- Task brief -
The answer must be the full listing, repeated exactly.

- Given data -
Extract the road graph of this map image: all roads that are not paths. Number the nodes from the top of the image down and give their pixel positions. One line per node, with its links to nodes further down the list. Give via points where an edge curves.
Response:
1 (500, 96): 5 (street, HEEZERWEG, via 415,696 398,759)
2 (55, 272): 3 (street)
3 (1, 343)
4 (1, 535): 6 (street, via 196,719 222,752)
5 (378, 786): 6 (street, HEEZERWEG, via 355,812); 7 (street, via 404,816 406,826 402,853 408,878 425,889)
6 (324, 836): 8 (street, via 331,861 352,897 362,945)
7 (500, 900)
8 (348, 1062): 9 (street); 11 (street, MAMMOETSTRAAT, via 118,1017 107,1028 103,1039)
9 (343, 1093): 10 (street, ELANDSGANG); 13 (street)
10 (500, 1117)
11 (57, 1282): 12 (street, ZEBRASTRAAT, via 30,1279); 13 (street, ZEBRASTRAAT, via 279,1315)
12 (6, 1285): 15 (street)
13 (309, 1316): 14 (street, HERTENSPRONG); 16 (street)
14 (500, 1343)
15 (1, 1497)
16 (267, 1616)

- Written solution -
Extract the road graph of this map image: all roads that are not paths. Number the nodes from the top of the image down and give their pixel positions. One line per node, with its links to nodes further down the list. Give via points where an edge curves.
Response:
1 (500, 96): 5 (street, HEEZERWEG, via 415,696 398,759)
2 (55, 272): 3 (street)
3 (1, 343)
4 (1, 535): 6 (street, via 196,719 222,752)
5 (378, 786): 6 (street, HEEZERWEG, via 355,812); 7 (street, via 404,816 406,826 402,853 408,878 425,889)
6 (324, 836): 8 (street, via 331,861 352,897 362,945)
7 (500, 900)
8 (348, 1062): 9 (street); 11 (street, MAMMOETSTRAAT, via 118,1017 107,1028 103,1039)
9 (343, 1093): 10 (street, ELANDSGANG); 13 (street)
10 (500, 1117)
11 (57, 1282): 12 (street, ZEBRASTRAAT, via 30,1279); 13 (street, ZEBRASTRAAT, via 279,1315)
12 (6, 1285): 15 (street)
13 (309, 1316): 14 (street, HERTENSPRONG); 16 (street)
14 (500, 1343)
15 (1, 1497)
16 (267, 1616)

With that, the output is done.